The cliche is that our present atmosphere protects us, it's near-optimal for life, and other than modest swings in CO2 it hasn't changed much in a billion years or more. But what if it's NOT optimal?
Essentially, I'm trying to point out that the only other truly Earthlike body we know has an atmosphere so thick ours is Martian by comparison--mere wisps and traces. Barely enough for life? It happened to Mars, after all. Why can't it happen here? More slowly, of course, or we wouldn't be here, but... are we sure it hasn't happened? Earth now has vast barren Martian zones--deserts and ice caps, where savanna and boreal forests once grew. In the context of a TEN THOUSAND-fold difference between Venus and Mars' air pressure, the idea our atmosphere could once have been a few times the current pressure is no more outrageous than drifting continents or comet strikes or survival of the lucky instead of the fittest--all of which were heresy in the orderly, static, linear view of evolution I was taught as a kid.
I'm not insisting this is true. I am insisting it explains a lot of biological oddities, like the inefficiency of spider and insect breathing and the size of ancient insects, as well as the glaring case of the pteros, and life's earlier exuberance generally. All those sails on dinos have been assumed to be solar heaters and/or radiative cooling fins, but if winds were once thicker, thermal transfer via the air, not via radiation, would have been much faster than today. Does that explain the relative paucity of air-fins and frills among modern animals? If air was once more like a sea, so many fins make a certain intuitive sense.

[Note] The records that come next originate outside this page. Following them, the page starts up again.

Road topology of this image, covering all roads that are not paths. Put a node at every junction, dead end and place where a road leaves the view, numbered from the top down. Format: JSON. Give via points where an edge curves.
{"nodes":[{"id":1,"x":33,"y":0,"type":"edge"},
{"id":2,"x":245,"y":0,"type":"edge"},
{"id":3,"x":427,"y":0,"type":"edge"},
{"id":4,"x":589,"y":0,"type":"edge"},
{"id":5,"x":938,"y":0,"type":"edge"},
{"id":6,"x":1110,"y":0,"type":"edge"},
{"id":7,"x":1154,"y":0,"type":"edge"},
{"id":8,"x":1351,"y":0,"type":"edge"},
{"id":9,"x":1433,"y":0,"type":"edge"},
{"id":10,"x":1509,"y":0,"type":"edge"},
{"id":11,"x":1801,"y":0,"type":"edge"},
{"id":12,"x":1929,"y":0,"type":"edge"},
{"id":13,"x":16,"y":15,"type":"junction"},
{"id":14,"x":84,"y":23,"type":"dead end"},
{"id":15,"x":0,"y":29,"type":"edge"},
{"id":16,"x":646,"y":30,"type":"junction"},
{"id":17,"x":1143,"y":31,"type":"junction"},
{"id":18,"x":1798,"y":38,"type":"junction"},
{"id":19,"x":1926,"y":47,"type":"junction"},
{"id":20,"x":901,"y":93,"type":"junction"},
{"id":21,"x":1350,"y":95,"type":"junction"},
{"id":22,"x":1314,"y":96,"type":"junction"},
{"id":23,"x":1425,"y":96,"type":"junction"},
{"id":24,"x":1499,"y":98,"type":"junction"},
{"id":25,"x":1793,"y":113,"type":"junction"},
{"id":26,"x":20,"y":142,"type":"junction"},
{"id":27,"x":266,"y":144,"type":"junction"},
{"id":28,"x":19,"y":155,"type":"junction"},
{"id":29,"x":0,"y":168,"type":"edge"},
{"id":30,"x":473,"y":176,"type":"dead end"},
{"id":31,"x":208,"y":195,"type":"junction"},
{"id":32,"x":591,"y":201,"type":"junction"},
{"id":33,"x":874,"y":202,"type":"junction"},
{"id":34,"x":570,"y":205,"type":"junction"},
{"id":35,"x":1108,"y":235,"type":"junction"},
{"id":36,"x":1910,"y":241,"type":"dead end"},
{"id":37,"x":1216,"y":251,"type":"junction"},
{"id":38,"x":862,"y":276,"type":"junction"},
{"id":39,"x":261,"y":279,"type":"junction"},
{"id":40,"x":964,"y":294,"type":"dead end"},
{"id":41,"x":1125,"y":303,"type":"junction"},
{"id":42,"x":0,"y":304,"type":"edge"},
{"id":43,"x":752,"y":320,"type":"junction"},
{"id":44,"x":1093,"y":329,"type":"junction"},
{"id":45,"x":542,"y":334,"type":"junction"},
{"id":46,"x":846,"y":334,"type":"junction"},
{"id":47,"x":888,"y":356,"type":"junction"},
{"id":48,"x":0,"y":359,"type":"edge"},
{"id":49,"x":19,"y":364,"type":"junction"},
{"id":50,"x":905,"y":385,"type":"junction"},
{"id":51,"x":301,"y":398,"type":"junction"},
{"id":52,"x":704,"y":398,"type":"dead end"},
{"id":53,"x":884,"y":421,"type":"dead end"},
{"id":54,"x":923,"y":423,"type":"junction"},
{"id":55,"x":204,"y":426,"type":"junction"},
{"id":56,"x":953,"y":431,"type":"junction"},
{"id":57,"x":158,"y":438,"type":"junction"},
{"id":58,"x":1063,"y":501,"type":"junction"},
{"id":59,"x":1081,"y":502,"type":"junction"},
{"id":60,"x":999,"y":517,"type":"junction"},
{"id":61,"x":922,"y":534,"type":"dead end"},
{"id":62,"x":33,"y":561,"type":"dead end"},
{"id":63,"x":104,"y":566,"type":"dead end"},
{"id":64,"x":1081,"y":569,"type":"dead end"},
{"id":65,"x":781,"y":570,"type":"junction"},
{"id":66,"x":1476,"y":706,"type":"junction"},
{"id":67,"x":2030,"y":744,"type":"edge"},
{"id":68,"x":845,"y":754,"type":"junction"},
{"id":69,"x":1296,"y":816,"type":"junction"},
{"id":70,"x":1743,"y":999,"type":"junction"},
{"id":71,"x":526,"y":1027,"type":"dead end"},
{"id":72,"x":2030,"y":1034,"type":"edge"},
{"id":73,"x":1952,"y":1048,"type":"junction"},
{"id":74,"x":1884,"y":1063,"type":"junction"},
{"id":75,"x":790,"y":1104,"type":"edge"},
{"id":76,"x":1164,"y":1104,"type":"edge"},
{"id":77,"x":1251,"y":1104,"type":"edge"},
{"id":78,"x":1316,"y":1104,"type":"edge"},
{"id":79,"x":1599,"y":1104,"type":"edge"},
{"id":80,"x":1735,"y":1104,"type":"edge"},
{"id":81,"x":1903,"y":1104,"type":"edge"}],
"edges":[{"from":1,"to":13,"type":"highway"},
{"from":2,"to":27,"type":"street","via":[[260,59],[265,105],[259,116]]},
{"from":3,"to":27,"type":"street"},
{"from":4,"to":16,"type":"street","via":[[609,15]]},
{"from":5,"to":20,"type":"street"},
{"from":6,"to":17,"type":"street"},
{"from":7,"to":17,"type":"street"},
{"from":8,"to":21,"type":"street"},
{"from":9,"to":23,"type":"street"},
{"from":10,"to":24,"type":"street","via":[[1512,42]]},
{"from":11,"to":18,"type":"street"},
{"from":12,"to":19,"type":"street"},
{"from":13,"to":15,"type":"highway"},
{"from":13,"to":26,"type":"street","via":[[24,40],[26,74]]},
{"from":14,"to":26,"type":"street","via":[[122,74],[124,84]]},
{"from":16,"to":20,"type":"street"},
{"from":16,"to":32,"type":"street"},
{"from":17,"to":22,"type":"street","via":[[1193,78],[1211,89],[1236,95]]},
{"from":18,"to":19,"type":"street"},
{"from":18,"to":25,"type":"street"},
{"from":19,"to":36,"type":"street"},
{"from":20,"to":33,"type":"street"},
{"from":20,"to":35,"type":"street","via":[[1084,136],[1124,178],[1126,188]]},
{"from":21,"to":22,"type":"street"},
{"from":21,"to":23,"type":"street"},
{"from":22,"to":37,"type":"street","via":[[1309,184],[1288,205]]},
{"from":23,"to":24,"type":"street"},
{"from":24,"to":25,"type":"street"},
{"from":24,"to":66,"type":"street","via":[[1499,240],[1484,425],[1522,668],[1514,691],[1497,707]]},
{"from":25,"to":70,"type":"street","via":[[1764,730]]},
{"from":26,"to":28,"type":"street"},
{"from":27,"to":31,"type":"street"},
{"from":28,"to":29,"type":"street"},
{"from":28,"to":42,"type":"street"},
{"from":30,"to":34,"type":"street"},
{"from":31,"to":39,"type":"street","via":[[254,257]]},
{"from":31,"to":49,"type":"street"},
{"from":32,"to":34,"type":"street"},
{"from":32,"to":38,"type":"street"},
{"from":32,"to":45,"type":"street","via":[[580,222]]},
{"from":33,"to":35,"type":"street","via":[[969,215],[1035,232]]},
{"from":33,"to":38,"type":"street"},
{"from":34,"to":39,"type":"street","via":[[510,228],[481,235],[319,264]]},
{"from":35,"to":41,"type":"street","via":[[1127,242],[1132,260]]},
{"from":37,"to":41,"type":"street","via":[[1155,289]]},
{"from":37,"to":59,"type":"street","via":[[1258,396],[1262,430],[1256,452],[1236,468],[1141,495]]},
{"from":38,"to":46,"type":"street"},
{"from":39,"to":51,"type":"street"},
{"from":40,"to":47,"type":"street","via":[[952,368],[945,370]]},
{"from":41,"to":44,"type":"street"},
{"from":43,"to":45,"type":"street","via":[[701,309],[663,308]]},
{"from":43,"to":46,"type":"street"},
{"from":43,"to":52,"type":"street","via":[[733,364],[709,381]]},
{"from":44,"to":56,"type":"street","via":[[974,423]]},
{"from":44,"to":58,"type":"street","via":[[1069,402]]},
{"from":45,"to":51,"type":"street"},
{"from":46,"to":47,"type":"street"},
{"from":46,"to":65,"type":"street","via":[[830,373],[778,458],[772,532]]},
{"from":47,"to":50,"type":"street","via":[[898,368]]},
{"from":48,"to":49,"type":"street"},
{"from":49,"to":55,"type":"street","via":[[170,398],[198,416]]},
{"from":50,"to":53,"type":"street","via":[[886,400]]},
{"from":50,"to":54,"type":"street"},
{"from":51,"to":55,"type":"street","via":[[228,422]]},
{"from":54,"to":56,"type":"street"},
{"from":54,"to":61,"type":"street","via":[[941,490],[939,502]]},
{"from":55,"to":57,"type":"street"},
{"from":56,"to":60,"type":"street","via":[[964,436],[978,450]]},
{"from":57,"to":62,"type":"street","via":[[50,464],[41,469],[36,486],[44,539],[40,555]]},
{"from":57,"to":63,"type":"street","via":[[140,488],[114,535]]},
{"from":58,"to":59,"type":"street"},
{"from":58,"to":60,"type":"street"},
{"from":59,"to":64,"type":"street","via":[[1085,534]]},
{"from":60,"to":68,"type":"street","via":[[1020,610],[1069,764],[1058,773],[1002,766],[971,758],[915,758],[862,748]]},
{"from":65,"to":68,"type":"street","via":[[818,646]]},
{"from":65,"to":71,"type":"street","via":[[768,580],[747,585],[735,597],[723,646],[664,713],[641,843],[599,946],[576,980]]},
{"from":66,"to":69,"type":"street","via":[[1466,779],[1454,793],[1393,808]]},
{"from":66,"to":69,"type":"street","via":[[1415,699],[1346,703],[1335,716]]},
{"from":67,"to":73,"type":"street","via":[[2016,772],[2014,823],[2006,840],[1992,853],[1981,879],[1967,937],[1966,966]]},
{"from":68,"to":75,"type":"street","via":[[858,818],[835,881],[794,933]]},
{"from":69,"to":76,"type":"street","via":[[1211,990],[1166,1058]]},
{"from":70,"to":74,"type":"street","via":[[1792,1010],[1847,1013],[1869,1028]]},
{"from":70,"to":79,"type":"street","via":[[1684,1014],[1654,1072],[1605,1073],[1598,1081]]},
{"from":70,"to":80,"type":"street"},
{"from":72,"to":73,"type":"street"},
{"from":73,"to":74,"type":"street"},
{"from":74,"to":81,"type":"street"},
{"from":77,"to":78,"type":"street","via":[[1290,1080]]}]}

If ancient air was thicker, the very oldest trees, would, I expect, show on average smaller, narrower, more finely divided leaves, since winds would pack more punch. The oldest flying insects wouldn't just run larger than modern ones; even the small ones would have a heavier wing-load and proportionally smaller wings than modern fliers.
But we won't test the hypothesis, or examine scenarios by which atmospheric pressure could decay, if we don't even consider it.